Deontological -Duty is the primary view of this ethical position. It will be important to understand the categorical Imperative and that reason or rational thought must drive this theory. Can...
Deontological -Duty is the primary view of this ethical position. It will be important to understand the categorical Imperative and that reason or rational thought must drive this theory.
Can someone explain the concept of categorical imperative - you can talk about Immanuel Kant.
As you say in your question, deontological ethics hold that the most important thing is “duty.” Put differently, the way to determine whether an action is ethical is to ask whether that action adheres to a set of rules that is held by a particular ethical tradition. This makes deontological ethics very different from, for example, utilitarianism, which looks at the results of an action and not at whether it adheres to rules. Kant’s categorical imperative is one example of a set of rules that can be used to determine whether actions are moral.
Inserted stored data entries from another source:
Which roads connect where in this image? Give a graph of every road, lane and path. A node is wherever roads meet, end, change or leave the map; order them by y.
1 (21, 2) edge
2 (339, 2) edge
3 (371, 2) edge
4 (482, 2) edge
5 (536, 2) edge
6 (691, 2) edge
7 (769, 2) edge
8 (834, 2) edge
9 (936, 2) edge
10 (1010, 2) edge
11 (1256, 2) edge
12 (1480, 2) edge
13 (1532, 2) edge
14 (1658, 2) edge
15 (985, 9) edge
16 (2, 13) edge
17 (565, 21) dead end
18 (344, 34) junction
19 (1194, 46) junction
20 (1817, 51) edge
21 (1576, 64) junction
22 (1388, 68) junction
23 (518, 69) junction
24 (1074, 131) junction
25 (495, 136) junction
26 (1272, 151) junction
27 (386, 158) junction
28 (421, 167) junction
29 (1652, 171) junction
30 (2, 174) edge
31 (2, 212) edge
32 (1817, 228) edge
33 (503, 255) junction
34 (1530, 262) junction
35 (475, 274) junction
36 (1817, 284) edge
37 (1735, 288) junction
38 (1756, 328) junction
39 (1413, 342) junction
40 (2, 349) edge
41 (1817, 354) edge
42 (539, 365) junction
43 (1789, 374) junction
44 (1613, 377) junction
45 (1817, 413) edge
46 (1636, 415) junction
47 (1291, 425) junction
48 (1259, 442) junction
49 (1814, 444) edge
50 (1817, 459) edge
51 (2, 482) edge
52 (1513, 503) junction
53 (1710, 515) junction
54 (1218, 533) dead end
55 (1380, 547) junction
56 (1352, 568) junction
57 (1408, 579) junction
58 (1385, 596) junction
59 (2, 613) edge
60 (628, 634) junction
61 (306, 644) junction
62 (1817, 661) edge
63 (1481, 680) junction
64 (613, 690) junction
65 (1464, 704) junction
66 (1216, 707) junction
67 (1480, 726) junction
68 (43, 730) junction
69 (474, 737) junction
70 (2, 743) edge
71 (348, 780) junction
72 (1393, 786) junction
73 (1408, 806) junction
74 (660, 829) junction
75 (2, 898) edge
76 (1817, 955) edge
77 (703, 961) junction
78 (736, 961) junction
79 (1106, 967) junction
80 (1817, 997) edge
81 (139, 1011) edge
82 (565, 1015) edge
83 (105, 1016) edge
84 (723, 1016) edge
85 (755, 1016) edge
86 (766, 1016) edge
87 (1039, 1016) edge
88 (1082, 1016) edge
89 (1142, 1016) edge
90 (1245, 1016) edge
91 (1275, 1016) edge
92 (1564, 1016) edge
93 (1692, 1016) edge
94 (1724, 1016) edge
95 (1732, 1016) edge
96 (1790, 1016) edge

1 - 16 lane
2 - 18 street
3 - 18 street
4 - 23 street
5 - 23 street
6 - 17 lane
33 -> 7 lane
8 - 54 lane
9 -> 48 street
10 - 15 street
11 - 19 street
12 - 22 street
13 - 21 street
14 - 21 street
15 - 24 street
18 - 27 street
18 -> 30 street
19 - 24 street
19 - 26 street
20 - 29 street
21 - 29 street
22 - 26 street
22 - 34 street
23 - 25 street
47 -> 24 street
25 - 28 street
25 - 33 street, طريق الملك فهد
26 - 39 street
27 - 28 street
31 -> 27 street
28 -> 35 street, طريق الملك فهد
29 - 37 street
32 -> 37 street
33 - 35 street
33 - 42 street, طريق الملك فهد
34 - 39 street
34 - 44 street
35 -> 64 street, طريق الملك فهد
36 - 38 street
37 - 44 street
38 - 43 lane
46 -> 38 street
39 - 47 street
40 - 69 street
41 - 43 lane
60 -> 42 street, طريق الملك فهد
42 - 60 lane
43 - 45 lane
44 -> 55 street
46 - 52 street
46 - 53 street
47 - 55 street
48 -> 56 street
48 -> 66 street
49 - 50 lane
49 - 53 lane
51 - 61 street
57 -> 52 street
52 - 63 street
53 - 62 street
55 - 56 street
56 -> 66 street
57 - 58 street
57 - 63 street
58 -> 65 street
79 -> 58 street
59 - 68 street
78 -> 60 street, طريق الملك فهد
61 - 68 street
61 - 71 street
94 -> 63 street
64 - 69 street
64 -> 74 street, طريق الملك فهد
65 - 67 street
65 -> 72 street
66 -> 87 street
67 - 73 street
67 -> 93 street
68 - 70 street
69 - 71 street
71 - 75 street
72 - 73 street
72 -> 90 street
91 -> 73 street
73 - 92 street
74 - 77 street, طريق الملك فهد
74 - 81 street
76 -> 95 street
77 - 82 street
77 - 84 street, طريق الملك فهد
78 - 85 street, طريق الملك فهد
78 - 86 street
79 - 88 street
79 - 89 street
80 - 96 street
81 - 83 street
The term “categorical imperative” has two parts, each of which needs to be explained. First, this is an “imperative.” That means that it is something that people have to do. It is like an order or a rule. Second, this imperative is “categorical.” That means that it applies in all situations. That means that it is a rule that applies to all people at all times. There are no exceptions to a categorical imperative.
Kant’s categorical imperative has specific rules that are different from those of other possible categorical imperatives. He gives three different formulations of his categorical imperative. First, he says that a person must always act in such a way that the rule that motivates their action could be applied as a law that applies to all people. In other words, you cannot make up rules for yourself that would not apply to others. Second, he says that we must always treat other people as ends in themselves, not as means to ends. What that means is that you cannot use other people to accomplish your own goals. Instead, you always have to act in ways that attempt to allow other people to achieve what they want to achieve. Finally, Kant says that everyone must act as if they were a lawmaker for the entire universe. They have to act so that the laws that govern their actions could also rule the entire universe.
So, categorical imperatives are rules that apply to all people at all times. They are part of deontological systems of ethics because those systems require sets of rules by which we can determine whether our actions are ethical.